O fim da contribuição obrigatória pode causar o enfraquecimento dos sindicatos, alerta o advogado Nuredin Ahmad Allan. Essa discussão veio à tona depois que o parecer do deputado Rogério Marinho (PSDB-RN), relator da reforma trabalhista, propôs que o desconto no pagamento fique restrito apenas aos funcionários e empregadores sindicalizados.

Segundo Allan, dentro do modelo sindical existente no Brasil, o cenário proposto pelo deputado prejudicaria a representação dos trabalhadores diante das negociações com a classe patronal. “O nosso sistema é bastante questionado, é retrógrado, mas é complicado tratar apenas da retirada do imposto dessa forma. Isso geraria um enfraquecimento generalizado, já que muitos sindicatos têm nessa contribuição sua grande fonte de renda”, explicou ele em entrevista à Banda B.

O advogado ainda defende que a diminuição no número de contribuintes tornaria as relações com os patrões ainda mais difíceis. “Um sindicato que não tem uma boa estrutura jurídica, quando se corta a fonte, se torna mais fraco. Hoje, as negociações já são complicadas, imagine então se tirarem o que sustenta as entidades. Isso tudo precisa ser discutido com clareza e profundidade, porque a tendência, se continuar assim, é que os sindicatos sejam engolidos pela classe patronal”, completou.

A reforma trabalhista

De acordo com o parecer do deputado Marinho, o desconto do pagamento da contribuição deve ser feito somente depois de manifestação favorável do trabalhador ou empresa.

“Criada em uma época em que as garantias constitucionais estavam suspensas, a contribuição sindical tem inspiração claramente fascista, uma vez que tinha como principal objetivo subsidiar financeiramente os sindicatos para que dessem sustentação ao governo”, defende Marinho.

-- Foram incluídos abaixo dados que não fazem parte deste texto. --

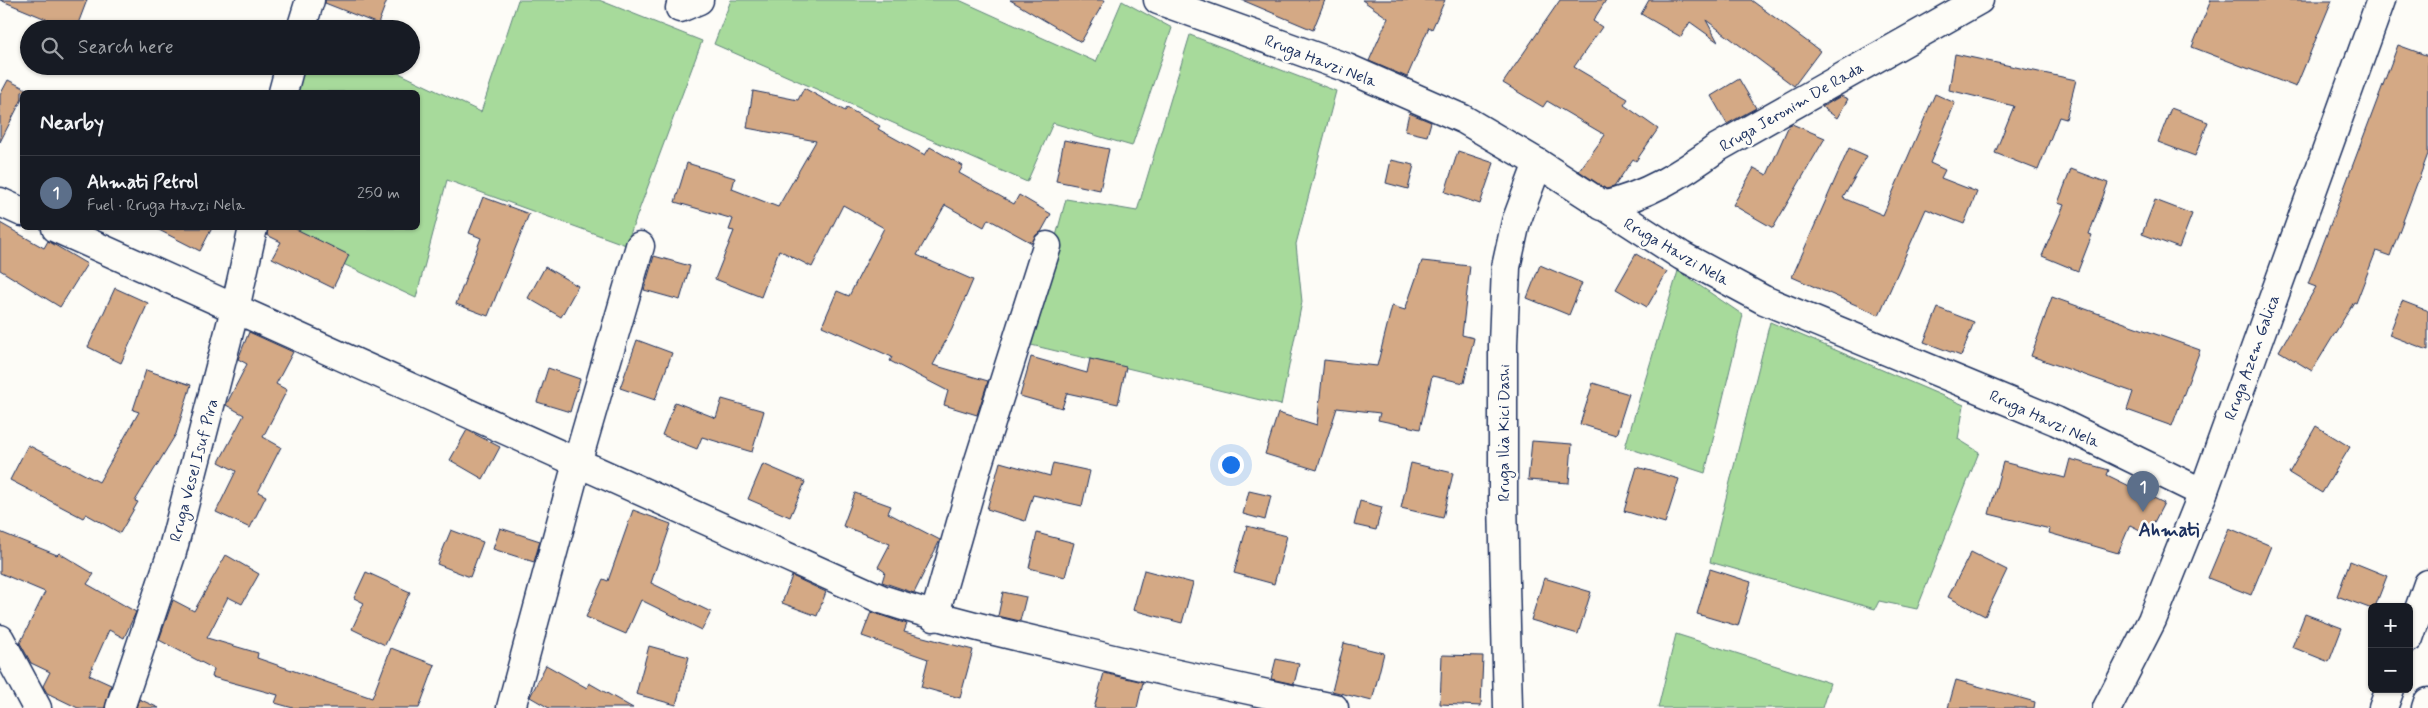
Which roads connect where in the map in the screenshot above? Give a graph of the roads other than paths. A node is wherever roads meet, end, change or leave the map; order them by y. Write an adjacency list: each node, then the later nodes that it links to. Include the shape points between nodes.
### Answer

O tributo é recolhido anualmente e corresponde a um dia de trabalho, para os empregados, e a um percentual do capital social da empresa, no caso dos empregadores. Segundo o deputado, o país tem 17 mil sindicatos que recolhem R$ 3,6 bilhões em tributos anualmente.

“Não há justificação para se exigir a cobrança de uma contribuição de alguém que não é filiado e que, muitas vezes, discorda frontalmente da atuação de seu sindicato”, destacou o relator. Para Marinho, sindicatos se fortalecerão com o fim da obrigatoriedade da cobrança de um dia de trabalho por ano e a mudança vai acabar ainda com instituições sem representatividades, o que chamou de “sindicatos pelegos”.